Autism Spectrum Disorders (formerly Pervasive Developmental Disorders)

“The essential features of autism spectrum disorder are persistent impairment in reciprocal social communication and social interaction (Criterion A) and restrictive, repetitive patterns of behavior, interests, or activities (Criterion B). These symptoms are present from easly childhood and limit or impair everyday functioning (Criteria C and D).”

(DSM 5, p. 53)

one of many good references: Bradshaw, J.L. (2001). Developmental Disorders of the Frontostriatal System: Neuropsychological, neuropsychiatric and evolutionary perspectives.

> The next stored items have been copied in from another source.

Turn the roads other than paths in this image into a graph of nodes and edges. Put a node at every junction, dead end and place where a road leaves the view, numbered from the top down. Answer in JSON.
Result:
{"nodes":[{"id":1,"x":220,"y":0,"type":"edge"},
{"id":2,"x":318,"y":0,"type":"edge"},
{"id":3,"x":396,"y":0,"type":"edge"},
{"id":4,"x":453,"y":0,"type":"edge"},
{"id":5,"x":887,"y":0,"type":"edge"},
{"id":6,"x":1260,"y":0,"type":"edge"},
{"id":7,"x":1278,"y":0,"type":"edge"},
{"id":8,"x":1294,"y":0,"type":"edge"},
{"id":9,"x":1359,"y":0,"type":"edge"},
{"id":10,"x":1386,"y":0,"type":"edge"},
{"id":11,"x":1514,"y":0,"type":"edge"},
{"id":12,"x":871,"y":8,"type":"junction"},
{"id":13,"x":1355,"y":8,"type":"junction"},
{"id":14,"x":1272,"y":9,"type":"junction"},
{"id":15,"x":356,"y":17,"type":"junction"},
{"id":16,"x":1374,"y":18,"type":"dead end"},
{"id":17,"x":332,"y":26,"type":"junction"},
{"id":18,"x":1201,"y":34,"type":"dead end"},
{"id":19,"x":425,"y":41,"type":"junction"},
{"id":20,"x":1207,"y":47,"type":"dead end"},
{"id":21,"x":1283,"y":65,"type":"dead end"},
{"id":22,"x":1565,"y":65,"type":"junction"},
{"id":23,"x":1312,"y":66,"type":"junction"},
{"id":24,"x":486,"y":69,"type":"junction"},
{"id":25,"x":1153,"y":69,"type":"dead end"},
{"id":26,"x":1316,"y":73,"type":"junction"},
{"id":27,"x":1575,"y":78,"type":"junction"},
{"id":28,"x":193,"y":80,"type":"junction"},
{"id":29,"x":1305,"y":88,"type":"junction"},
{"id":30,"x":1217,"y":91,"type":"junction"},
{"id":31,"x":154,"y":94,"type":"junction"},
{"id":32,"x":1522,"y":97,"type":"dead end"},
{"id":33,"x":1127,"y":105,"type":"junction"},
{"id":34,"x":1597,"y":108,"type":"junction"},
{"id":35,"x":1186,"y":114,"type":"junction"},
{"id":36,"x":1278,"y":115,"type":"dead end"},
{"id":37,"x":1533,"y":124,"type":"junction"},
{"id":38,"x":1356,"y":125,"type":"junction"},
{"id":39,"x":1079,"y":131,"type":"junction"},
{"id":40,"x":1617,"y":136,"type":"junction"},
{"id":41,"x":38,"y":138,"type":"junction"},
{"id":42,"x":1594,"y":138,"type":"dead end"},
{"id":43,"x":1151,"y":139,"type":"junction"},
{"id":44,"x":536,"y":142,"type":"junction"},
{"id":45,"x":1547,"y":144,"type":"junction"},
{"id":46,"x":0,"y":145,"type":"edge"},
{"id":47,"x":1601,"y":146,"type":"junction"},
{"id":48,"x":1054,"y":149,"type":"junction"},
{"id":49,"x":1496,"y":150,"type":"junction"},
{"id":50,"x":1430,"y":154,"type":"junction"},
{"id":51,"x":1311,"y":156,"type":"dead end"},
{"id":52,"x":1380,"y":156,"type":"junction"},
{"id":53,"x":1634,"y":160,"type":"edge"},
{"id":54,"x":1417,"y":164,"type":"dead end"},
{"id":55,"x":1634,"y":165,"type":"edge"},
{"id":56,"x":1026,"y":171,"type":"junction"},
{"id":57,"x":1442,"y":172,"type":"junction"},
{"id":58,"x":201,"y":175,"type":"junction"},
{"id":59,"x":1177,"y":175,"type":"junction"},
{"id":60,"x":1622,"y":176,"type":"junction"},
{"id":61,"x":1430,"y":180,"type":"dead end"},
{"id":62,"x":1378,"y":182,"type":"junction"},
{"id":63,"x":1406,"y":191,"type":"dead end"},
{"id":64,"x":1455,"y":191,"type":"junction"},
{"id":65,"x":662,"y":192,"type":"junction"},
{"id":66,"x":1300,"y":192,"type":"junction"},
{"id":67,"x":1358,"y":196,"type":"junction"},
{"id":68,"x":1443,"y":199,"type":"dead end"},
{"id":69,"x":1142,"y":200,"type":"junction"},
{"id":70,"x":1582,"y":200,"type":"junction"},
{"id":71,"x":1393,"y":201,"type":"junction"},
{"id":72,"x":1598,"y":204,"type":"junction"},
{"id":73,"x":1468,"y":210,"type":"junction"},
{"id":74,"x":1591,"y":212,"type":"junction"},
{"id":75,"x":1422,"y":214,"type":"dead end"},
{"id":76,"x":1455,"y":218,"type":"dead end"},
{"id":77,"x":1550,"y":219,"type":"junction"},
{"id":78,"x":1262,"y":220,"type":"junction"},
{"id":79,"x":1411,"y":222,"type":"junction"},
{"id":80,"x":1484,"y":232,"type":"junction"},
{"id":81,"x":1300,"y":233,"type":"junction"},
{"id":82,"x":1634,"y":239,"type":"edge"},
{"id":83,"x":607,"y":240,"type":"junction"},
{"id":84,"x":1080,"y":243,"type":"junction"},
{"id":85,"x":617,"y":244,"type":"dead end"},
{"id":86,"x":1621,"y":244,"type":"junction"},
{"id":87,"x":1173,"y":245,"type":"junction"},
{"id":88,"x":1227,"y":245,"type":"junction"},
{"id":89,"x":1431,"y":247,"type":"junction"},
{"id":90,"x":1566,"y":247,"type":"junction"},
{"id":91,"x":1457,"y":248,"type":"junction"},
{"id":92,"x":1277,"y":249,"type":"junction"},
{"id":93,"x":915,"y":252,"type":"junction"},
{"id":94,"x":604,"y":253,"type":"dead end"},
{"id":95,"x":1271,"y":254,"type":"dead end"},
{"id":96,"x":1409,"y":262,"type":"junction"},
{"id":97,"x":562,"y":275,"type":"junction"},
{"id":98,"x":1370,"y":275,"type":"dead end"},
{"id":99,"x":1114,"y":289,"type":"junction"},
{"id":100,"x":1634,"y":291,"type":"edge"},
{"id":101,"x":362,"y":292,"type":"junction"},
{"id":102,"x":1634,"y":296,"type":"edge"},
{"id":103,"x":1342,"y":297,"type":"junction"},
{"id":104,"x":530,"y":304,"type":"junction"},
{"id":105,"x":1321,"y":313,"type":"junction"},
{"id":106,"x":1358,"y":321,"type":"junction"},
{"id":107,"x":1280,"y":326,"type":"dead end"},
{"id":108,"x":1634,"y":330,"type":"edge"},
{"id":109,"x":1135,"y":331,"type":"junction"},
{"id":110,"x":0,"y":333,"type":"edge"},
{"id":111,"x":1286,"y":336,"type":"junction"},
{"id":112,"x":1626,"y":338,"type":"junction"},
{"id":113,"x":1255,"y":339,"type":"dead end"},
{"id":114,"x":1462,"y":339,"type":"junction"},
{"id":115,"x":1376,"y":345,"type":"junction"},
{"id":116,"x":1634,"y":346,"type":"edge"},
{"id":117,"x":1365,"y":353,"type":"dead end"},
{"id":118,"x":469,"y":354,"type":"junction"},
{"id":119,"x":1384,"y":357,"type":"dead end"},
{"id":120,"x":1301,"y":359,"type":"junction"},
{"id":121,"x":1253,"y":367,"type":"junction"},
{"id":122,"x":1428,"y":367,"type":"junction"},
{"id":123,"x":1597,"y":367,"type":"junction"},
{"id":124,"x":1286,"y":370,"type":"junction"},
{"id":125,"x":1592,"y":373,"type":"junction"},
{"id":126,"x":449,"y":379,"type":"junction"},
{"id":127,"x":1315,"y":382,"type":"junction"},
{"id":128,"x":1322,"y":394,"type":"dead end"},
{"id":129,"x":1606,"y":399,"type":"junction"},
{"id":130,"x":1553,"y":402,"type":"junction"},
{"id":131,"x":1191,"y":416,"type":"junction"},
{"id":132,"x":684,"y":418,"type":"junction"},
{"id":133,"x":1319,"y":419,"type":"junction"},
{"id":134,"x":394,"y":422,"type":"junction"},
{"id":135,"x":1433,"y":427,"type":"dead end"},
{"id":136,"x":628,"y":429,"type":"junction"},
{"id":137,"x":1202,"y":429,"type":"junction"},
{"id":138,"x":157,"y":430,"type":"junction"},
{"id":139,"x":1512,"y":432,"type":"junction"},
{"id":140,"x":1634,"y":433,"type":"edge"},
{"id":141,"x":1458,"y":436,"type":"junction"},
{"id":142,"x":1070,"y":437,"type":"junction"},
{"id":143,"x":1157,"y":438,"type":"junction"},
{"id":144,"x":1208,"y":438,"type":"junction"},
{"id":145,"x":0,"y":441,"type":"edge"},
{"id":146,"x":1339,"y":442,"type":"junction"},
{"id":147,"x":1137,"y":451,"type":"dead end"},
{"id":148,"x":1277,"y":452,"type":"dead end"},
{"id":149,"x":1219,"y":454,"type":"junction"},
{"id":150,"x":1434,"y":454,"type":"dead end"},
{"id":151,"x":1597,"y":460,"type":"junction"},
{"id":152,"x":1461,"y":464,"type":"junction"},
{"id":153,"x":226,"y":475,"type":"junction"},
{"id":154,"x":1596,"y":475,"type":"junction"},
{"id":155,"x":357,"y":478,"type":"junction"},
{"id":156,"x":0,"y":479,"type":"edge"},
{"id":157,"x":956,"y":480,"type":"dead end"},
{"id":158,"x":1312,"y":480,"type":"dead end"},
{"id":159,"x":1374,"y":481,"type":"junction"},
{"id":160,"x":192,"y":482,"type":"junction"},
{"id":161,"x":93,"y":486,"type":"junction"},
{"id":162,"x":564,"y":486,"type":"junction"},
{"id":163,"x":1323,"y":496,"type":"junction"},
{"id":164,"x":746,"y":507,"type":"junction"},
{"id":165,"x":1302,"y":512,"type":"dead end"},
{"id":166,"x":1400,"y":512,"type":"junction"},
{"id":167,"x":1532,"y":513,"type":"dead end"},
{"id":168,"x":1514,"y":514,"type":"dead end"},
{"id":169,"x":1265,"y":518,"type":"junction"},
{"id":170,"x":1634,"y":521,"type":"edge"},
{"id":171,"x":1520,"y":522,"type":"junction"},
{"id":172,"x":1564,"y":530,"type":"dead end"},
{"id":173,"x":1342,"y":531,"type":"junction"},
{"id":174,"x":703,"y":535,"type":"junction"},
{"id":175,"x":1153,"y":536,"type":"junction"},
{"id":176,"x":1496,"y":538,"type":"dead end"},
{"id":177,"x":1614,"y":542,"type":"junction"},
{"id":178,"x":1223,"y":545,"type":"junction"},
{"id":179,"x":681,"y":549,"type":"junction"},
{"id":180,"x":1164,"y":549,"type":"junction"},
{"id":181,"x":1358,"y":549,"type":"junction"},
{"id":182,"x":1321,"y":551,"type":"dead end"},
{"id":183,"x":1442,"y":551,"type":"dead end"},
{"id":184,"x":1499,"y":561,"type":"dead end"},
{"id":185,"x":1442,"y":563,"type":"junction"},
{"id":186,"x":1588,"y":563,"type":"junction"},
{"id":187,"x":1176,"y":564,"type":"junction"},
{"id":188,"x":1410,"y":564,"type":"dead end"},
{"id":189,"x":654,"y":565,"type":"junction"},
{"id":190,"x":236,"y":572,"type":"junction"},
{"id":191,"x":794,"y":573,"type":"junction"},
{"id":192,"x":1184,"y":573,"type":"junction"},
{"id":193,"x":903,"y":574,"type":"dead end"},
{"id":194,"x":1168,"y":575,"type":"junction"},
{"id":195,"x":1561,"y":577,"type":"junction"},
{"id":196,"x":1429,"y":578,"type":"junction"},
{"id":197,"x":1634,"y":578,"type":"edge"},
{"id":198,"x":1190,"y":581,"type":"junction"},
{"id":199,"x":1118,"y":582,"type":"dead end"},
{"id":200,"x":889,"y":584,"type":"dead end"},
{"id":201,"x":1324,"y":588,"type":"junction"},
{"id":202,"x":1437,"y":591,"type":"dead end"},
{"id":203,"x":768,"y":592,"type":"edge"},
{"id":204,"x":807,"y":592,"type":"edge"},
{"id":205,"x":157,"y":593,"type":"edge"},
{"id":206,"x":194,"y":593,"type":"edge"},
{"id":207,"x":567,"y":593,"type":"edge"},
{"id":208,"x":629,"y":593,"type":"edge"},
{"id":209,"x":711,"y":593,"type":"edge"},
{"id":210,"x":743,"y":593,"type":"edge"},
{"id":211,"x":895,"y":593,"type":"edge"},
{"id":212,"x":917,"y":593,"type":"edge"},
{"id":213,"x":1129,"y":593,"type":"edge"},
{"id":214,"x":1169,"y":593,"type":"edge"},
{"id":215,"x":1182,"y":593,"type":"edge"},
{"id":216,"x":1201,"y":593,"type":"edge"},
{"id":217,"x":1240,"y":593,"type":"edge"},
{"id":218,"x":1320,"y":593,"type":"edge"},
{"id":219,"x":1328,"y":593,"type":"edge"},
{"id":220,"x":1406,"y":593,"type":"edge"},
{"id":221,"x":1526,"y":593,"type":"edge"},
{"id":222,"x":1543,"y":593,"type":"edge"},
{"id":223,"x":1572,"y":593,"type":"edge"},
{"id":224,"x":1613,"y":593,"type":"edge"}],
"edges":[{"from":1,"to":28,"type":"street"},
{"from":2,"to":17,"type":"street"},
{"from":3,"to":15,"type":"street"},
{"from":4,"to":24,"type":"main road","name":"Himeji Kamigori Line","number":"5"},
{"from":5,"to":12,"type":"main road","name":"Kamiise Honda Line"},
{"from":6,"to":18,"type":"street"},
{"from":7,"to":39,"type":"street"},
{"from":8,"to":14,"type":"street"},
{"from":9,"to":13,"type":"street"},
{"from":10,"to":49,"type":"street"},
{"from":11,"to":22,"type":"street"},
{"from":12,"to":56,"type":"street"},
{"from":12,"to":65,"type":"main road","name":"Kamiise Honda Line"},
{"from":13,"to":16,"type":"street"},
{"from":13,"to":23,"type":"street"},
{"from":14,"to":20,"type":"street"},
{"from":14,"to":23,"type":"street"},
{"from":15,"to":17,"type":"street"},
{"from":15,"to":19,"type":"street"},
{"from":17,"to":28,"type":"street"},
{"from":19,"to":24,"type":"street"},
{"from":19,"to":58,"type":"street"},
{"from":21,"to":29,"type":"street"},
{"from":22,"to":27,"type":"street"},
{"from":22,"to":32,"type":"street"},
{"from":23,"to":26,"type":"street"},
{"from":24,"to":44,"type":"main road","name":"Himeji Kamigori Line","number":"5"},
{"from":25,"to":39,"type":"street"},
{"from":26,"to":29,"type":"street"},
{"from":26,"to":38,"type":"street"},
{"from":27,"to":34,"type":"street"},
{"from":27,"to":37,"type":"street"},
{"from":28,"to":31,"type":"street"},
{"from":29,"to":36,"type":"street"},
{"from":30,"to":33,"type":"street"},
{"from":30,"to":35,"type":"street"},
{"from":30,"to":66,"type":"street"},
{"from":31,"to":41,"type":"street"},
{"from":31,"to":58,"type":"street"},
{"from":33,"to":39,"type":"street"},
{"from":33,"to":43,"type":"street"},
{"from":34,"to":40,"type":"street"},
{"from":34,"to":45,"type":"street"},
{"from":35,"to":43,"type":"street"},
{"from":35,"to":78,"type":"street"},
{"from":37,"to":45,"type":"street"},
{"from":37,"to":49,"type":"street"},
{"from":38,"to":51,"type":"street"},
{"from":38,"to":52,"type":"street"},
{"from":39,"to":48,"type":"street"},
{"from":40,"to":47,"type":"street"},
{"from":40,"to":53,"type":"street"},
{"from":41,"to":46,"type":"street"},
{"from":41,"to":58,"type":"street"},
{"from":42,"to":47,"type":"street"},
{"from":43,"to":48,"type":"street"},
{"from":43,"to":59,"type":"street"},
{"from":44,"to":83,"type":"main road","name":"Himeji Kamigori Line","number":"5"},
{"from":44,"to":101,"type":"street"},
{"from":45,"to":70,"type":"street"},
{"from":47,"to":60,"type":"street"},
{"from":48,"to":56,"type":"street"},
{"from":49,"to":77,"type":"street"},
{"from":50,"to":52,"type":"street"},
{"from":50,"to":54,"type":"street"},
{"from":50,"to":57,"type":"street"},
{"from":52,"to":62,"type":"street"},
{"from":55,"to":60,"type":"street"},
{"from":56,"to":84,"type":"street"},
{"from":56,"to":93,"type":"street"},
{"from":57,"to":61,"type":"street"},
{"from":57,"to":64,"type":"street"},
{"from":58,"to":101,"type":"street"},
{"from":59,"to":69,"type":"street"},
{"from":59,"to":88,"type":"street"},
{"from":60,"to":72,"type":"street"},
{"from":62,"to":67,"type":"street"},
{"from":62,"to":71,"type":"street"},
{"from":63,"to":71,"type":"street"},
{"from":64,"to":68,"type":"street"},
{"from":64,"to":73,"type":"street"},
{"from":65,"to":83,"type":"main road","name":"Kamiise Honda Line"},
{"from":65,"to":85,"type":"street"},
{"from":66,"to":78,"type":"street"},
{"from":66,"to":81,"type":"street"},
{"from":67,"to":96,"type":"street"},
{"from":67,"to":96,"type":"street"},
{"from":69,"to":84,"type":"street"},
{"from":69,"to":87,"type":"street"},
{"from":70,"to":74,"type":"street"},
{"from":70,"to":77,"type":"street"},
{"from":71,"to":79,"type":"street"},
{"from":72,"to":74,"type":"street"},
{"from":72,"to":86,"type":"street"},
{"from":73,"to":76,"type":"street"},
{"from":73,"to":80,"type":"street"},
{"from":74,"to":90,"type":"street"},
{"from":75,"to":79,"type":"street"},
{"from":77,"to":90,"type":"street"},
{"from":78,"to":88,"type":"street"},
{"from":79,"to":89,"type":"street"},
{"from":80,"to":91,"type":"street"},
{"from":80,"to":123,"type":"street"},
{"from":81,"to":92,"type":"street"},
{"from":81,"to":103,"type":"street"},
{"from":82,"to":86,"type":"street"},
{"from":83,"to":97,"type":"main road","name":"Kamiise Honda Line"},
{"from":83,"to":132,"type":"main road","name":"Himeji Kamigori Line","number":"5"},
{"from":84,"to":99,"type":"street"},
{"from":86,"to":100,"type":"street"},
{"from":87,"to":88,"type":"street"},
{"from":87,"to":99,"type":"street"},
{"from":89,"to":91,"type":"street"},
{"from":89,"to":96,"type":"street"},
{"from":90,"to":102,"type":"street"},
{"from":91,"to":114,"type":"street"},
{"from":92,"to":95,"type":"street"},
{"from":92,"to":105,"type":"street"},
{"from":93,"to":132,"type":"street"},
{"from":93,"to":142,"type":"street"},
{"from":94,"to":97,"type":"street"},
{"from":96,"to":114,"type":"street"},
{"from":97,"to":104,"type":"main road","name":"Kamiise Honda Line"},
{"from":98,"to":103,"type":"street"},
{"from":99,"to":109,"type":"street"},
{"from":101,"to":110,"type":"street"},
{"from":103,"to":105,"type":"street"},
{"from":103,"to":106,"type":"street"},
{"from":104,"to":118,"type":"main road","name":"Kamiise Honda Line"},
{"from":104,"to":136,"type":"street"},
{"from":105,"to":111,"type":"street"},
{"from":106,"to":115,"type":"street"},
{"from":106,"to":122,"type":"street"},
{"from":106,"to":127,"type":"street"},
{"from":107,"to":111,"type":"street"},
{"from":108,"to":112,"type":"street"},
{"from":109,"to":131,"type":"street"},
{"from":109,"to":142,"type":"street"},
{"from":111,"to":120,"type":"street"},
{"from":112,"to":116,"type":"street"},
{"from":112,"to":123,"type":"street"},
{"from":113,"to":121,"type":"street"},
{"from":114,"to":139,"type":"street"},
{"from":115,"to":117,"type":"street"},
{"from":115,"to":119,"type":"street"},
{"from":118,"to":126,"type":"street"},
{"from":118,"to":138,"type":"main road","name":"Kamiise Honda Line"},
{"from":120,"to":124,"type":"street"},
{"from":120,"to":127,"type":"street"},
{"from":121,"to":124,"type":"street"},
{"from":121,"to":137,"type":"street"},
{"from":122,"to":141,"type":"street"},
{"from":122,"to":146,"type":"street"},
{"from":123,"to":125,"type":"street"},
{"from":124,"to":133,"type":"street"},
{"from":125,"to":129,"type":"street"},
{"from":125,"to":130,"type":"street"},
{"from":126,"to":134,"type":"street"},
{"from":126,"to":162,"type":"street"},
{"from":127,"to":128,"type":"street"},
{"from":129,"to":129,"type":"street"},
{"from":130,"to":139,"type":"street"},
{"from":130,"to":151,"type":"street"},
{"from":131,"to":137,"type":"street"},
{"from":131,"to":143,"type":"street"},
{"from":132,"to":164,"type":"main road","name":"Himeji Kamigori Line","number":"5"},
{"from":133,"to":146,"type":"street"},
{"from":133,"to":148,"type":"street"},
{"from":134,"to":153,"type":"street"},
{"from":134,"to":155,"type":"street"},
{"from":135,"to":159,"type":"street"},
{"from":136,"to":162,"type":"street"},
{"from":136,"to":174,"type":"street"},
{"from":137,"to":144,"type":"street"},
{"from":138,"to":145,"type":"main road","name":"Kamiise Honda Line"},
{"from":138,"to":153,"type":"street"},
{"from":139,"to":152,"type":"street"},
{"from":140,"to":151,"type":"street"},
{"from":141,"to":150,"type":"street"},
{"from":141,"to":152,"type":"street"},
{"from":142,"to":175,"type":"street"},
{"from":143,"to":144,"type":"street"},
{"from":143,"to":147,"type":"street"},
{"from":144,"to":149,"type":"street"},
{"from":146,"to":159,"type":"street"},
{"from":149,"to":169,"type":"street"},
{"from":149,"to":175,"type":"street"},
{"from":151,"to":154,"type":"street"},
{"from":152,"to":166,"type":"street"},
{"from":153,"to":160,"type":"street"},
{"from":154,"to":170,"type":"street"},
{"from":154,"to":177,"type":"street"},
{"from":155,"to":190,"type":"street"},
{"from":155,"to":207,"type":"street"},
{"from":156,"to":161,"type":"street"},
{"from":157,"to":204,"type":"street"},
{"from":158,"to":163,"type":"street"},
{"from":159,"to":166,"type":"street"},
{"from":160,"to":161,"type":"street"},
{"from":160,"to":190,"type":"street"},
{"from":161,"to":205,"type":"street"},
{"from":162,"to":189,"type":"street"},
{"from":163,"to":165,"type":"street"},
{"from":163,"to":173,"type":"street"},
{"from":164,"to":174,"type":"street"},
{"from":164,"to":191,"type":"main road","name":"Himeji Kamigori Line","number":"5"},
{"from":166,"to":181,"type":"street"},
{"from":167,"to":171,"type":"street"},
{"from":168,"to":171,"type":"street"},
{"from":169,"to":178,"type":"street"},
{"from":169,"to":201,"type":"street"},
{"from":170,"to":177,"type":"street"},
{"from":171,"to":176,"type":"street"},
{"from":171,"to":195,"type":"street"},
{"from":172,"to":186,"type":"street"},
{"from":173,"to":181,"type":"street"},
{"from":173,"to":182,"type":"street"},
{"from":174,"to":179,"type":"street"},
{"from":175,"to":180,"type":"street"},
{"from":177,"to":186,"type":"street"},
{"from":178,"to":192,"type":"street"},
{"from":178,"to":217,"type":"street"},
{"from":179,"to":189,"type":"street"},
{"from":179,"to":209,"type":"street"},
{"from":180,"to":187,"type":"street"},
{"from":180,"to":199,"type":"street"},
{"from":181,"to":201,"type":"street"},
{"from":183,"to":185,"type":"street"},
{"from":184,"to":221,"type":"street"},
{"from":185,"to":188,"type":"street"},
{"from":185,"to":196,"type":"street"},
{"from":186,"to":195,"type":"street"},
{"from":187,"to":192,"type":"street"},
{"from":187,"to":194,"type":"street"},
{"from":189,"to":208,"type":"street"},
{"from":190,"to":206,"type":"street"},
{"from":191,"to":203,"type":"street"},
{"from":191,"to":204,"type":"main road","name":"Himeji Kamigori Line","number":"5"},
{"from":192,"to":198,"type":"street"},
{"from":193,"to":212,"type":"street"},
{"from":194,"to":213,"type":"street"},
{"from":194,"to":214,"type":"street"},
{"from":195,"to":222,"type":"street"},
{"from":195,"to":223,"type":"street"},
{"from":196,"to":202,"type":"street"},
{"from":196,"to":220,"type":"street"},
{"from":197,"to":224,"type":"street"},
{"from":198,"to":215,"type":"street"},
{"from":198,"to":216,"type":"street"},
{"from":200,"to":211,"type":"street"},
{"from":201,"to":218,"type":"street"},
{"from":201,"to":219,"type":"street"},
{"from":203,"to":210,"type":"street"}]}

East Sussex, UK: Psychology Press Ltd.


Pervasive Developmental Disorders

Characterized by severe and pervasive impairment in several areas of development: social interaction, communication, age normal interests and activities.

The terminology “pervasive developmental disorder” is controversial, because the grouping has been restricted (in DSM) to autistic like disorders: “social communicative disorders”, “autistic spectrum disorder”, “autism and autistic-like conditions”, and “disorder of social interaction, communication, and imagination) have been suggested as alternatives (Harris, 1998).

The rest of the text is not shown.